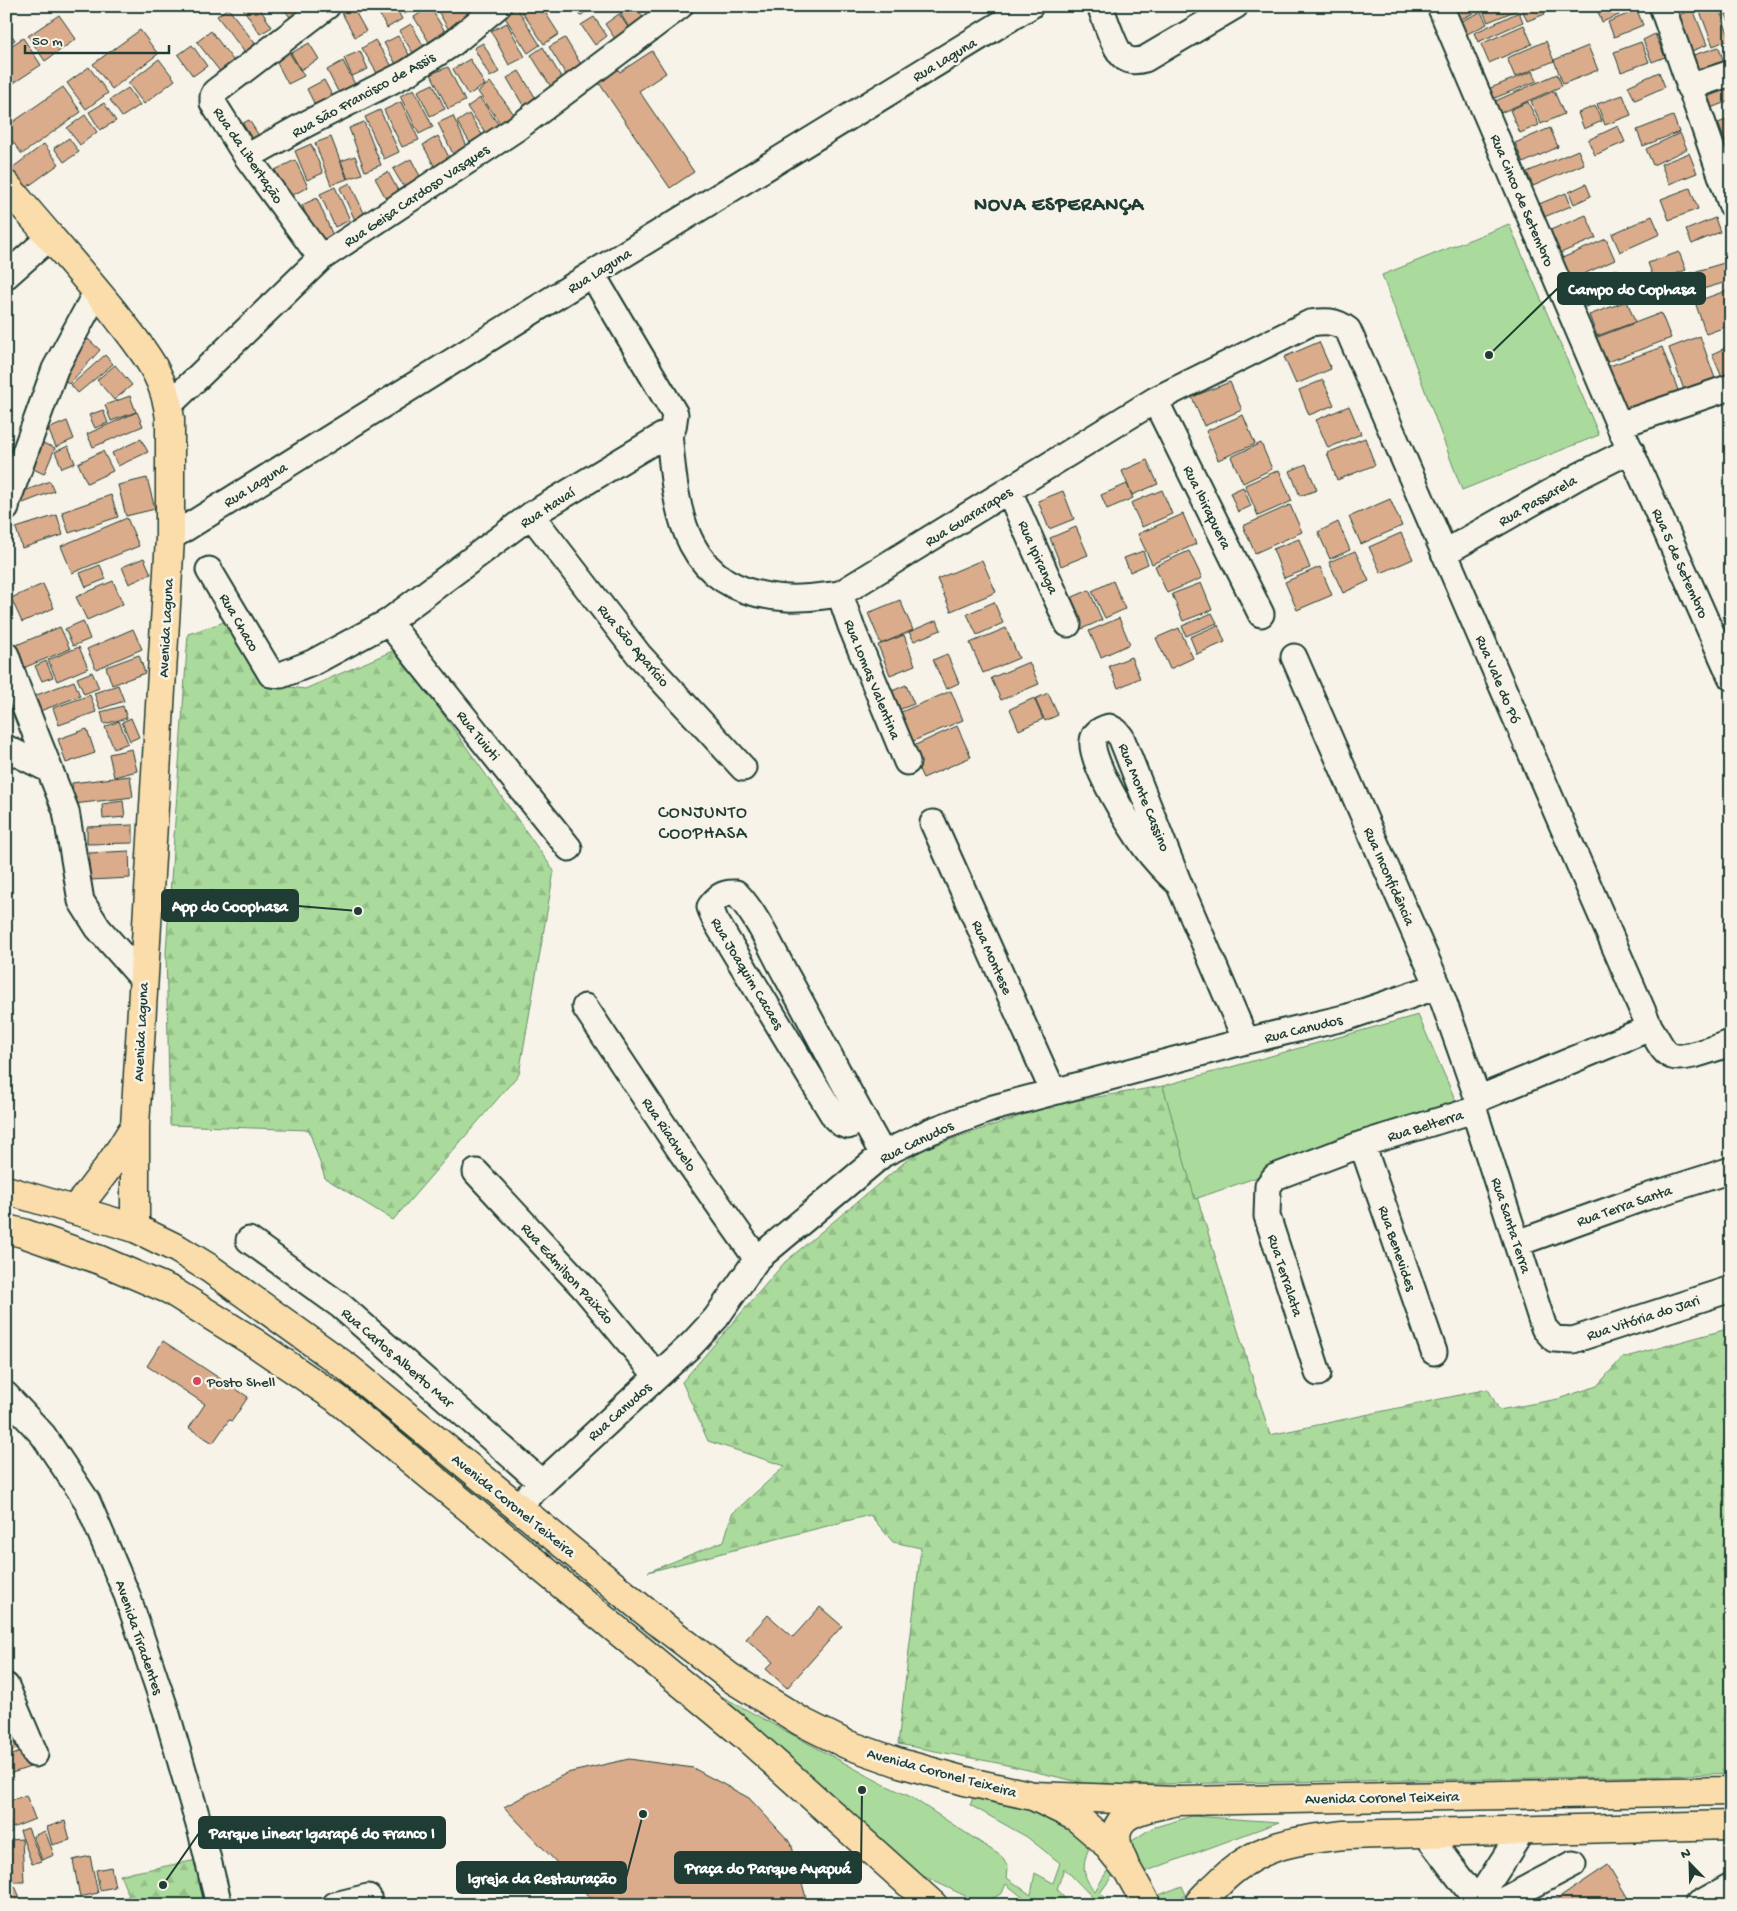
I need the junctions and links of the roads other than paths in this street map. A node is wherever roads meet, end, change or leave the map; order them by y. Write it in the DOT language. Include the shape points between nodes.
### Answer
graph roads {
  1 [pos="327,6"];
  2 [pos="498,6"];
  3 [pos="680,6"];
  4 [pos="1030,6"];
  5 [pos="1100,6"];
  6 [pos="1235,6"];
  7 [pos="1440,6"];
  8 [pos="1662,6"];
  9 [pos="1731,73"];
  10 [pos="1689,87"];
  11 [pos="247,157"];
  12 [pos="6,185"];
  13 [pos="1731,204"];
  14 [pos="50,237"];
  15 [pos="321,258"];
  16 [pos="592,274"];
  17 [pos="6,276"];
  18 [pos="97,291"];
  19 [pos="1348,330"];
  20 [pos="1731,388"];
  21 [pos="1156,400"];
  22 [pos="169,405"];
  23 [pos="1620,425"];
  24 [pos="669,432"];
  25 [pos="1631,450"];
  26 [pos="1009,491"];
  27 [pos="6,504"];
  28 [pos="532,515"];
  29 [pos="170,538"];
  30 [pos="1444,553"];
  31 [pos="209,570"];
  32 [pos="840,594"];
  33 [pos="1261,614"];
  34 [pos="388,622"];
  35 [pos="1068,624"];
  36 [pos="6,655"];
  37 [pos="1294,657"];
  38 [pos="271,674"];
  39 [pos="1731,677"];
  40 [pos="6,748"];
  41 [pos="907,762"];
  42 [pos="743,768"];
  43 [pos="48,769"];
  44 [pos="933,823"];
  45 [pos="569,848"];
  46 [pos="1179,884"];
  47 [pos="143,979"];
  48 [pos="1438,986"];
  49 [pos="585,1007"];
  50 [pos="1650,1028"];
  51 [pos="1246,1042"];
  52 [pos="1731,1043"];
  53 [pos="1053,1091"];
  54 [pos="1476,1104"];
  55 [pos="856,1121"];
  56 [pos="135,1126"];
  57 [pos="1362,1144"];
  58 [pos="876,1159"];
  59 [pos="1731,1170"];
  60 [pos="476,1172"];
  61 [pos="1275,1177"];
  62 [pos="6,1190"];
  63 [pos="75,1209"];
  64 [pos="135,1228"];
  65 [pos="6,1229"];
  66 [pos="249,1240"];
  67 [pos="1518,1243"];
  68 [pos="757,1259"];
  69 [pos="1731,1289"];
  70 [pos="1554,1339"];
  71 [pos="1434,1352"];
  72 [pos="1318,1373"];
  73 [pos="657,1376"];
  74 [pos="6,1395"];
  75 [pos="541,1482"];
  76 [pos="516,1507"];
  77 [pos="6,1686"];
  78 [pos="35,1754"];
  79 [pos="1731,1790"];
  80 [pos="1033,1796"];
  81 [pos="1178,1801"];
  82 [pos="1731,1825"];
  83 [pos="1522,1831"];
  84 [pos="1426,1834"];
  85 [pos="1573,1864"];
  86 [pos="1128,1871"];
  87 [pos="1731,1886"];
  88 [pos="368,1897"];
  89 [pos="1484,1903"];
  90 [pos="219,1905"];
  91 [pos="335,1905"];
  92 [pos="933,1905"];
  93 [pos="1147,1905"];
  94 [pos="1198,1905"];
  95 [pos="1697,1905"];
  1 -- 11 [label="street, Rua da Libertação" via="212,96 213,103"];
  2 -- 11 [label="street, Rua São Francisco de Assis" via="453,43 407,73"];
  3 -- 15 [label="street, Rua Geisa Cardoso Vasques" via="517,128"];
  4 -- 16 [label="street, Rua Laguna"];
  5 -- 6 [label="street" via="1119,52 1135,61 1145,59"];
  7 -- 23 [label="street, Rua Cinco de Setembro"];
  8 -- 10 [label="street"];
  9 -- 10 [label="street"];
  10 -- 13 [label="street"];
  11 -- 15 [label="street, Rua da Libertação"];
  12 -- 14 [label="main road, Avenida Laguna"];
  14 -- 17 [label="street"];
  14 -- 18 [label="main road, Avenida Laguna"];
  15 -- 22 [label="street, Rua Geisa Cardoso Vasques"];
  16 -- 24 [label="street" via="675,414 673,428"];
  16 -- 29 [label="street, Rua Laguna"];
  18 -- 22 [label="main road, Avenida Laguna" via="156,371"];
  18 -- 27 [label="street" via="55,369"];
  19 -- 21 [label="street, Rua Guararapes" via="1327,320 1310,323"];
  19 -- 30 [label="street, Rua Vale do Pó"];
  20 -- 23 [label="street"];
  21 -- 26 [label="street, Rua Guararapes"];
  21 -- 33 [label="street, Rua Ibirapuera"];
  22 -- 29 [label="main road, Avenida Laguna"];
  23 -- 25 [label="street, Rua Cinco de Setembro"];
  24 -- 28 [label="street, Rua Havaí"];
  24 -- 32 [label="street, Rua Guararapes" via="672,468 686,533 701,560 716,575 747,592 787,598"];
  25 -- 30 [label="street, Rua Passarela"];
  25 -- 39 [label="street, Rua 5 de Setembro"];
  26 -- 32 [label="street, Rua Guararapes"];
  26 -- 35 [label="street, Rua Ipiranga"];
  28 -- 34 [label="street, Rua Havaí"];
  28 -- 42 [label="street, Rua São Aparício" via="639,655"];
  29 -- 47 [label="main road, Avenida Laguna"];
  30 -- 50 [label="street, Rua Vale do Pó"];
  31 -- 38 [label="street, Rua Chaco"];
  32 -- 41 [label="street, Rua Lomas Valentina"];
  34 -- 38 [label="street, Rua Havaí" via="312,663 280,675"];
  34 -- 45 [label="street, Rua Tuiuti"];
  36 -- 43 [label="street"];
  37 -- 48 [label="street, Rua Inconfidência"];
  40 -- 43 [label="street"];
  43 -- 47 [label="street" via="66,811 81,901 98,928"];
  44 -- 53 [label="street, Rua Montese"];
  46 -- 46 [label="street, Rua Monte Cassino" via="1121,737 1109,727 1101,730 1092,742 1097,761 1117,803 1146,847"];
  46 -- 51 [label="street, Rua Monte Cassino"];
  47 -- 56 [label="main road, Avenida Laguna"];
  48 -- 51 [label="street, Rua Canudos" via="1348,1017"];
  48 -- 54 [label="street, Rua Inconfidência"];
  49 -- 68 [label="street, Rua Riachuelo"];
  50 -- 52 [label="street, Rua Vale do Pó" via="1671,1056 1682,1057"];
  50 -- 54 [label="street, Rua Belterra"];
  51 -- 53 [label="street, Rua Canudos"];
  53 -- 58 [label="street, Rua Canudos" via="993,1108 931,1131"];
  54 -- 57 [label="street, Rua Belterra"];
  54 -- 67 [label="street, Rua Santa Terra"];
  55 -- 55 [label="street, Rua Joaquim Cacaes" via="757,923 744,902 736,894 726,892 710,907 715,920 835,1118 842,1124"];
  55 -- 58 [label="street, Rua Joaquim Cacaes"];
  56 -- 63 [label="main road, Avenida Laguna" via="92,1190"];
  56 -- 64 [label="main road, Avenida Laguna"];
  57 -- 61 [label="street, Rua Belterra"];
  57 -- 71 [label="street, Rua Benevides"];
  58 -- 68 [label="street, Rua Canudos"];
  59 -- 67 [label="street, Rua Terra Santa"];
  60 -- 73 [label="street, Rua Edmilson Paixão" via="585,1289"];
  61 -- 72 [label="street, Rua Terralata" via="1268,1186 1267,1216"];
  62 -- 63 [label="main road, Avenida Coronel Teixeira"];
  63 -- 64 [label="main road, Avenida Coronel Teixeira"];
  64 -- 76 [label="main road, Avenida Coronel Teixeira" via="178,1248 209,1268 348,1368"];
  65 -- 92 [label="main road, Avenida Coronel Teixeira" via="100,1260 170,1290 336,1398 744,1735"];
  66 -- 75 [label="street, Rua Carlos Alberto Mar" via="341,1306"];
  67 -- 70 [label="street, Rua Santa Terra" via="1544,1328"];
  68 -- 73 [label="street, Rua Canudos" via="716,1318"];
  69 -- 70 [label="street, Rua Vitória do Jari" via="1573,1340"];
  73 -- 75 [label="street, Rua Canudos"];
  74 -- 90 [label="street, Avenida Tiradentes" via="43,1435 87,1501 127,1595 166,1711"];
  75 -- 76 [label="street, Rua Canudos"];
  76 -- 80 [label="main road, Avenida Coronel Teixeira" via="699,1654 802,1722 846,1744 900,1764"];
  77 -- 78 [label="street"];
  79 -- 81 [label="main road, Avenida Coronel Teixeira"];
  80 -- 81 [label="main road, Avenida Coronel Teixeira"];
  80 -- 86 [label="main road, Avenida Coronel Teixeira" via="1076,1817 1103,1840"];
  81 -- 86 [label="main road" via="1132,1814 1120,1822 1115,1835 1117,1849"];
  82 -- 83 [label="main road"];
  83 -- 84 [label="main road"];
  83 -- 89 [label="street"];
  84 -- 89 [label="street"];
  84 -- 94 [label="main road" via="1344,1835 1298,1840 1270,1848 1225,1876"];
  85 -- 89 [label="street"];
  86 -- 93 [label="main road, Avenida Coronel Teixeira"];
  87 -- 95 [label="street"];
  88 -- 91 [label="street"];
}
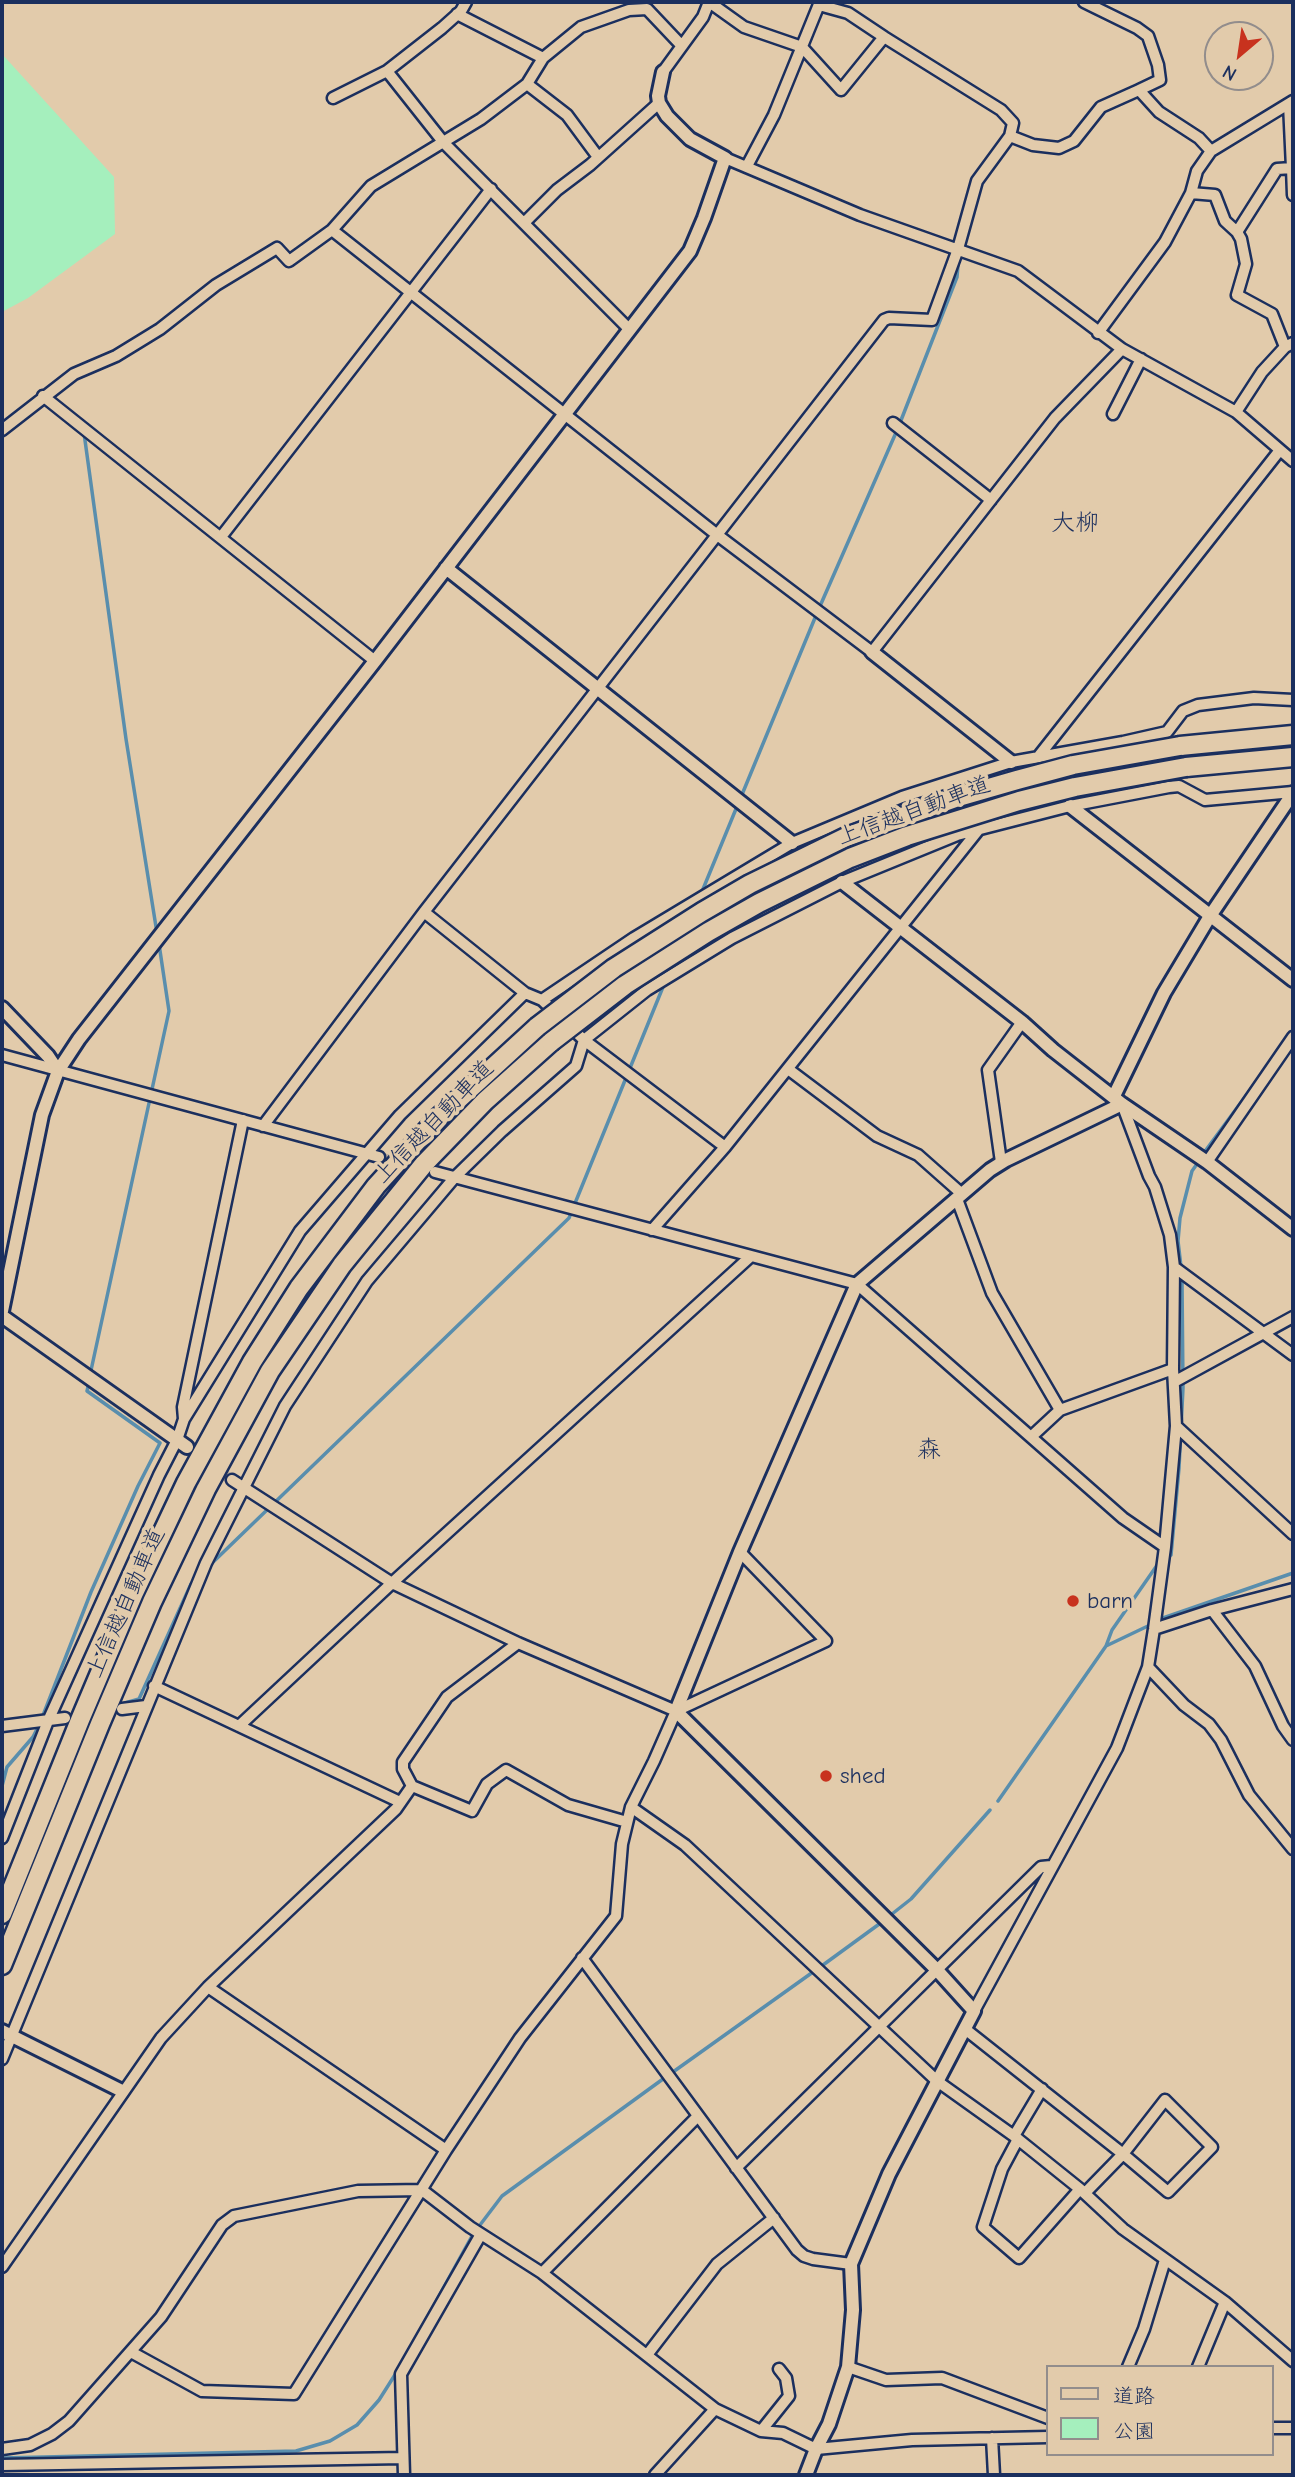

▬▬▬▬▬▬▬▬▬▬

__WHAT IS BEING ASKED__. Only lines that include "Teixeira" belong in the answer; copy all of them from the listing.

__REPLY__.
  62 -- 63 [label="main road, Avenida Coronel Teixeira"];
  63 -- 64 [label="main road, Avenida Coronel Teixeira"];
  64 -- 76 [label="main road, Avenida Coronel Teixeira" via="178,1248 209,1268 348,1368"];
  65 -- 92 [label="main road, Avenida Coronel Teixeira" via="100,1260 170,1290 336,1398 744,1735"];
  76 -- 80 [label="main road, Avenida Coronel Teixeira" via="699,1654 802,1722 846,1744 900,1764"];
  79 -- 81 [label="main road, Avenida Coronel Teixeira"];
  80 -- 81 [label="main road, Avenida Coronel Teixeira"];
  80 -- 86 [label="main road, Avenida Coronel Teixeira" via="1076,1817 1103,1840"];
  86 -- 93 [label="main road, Avenida Coronel Teixeira"];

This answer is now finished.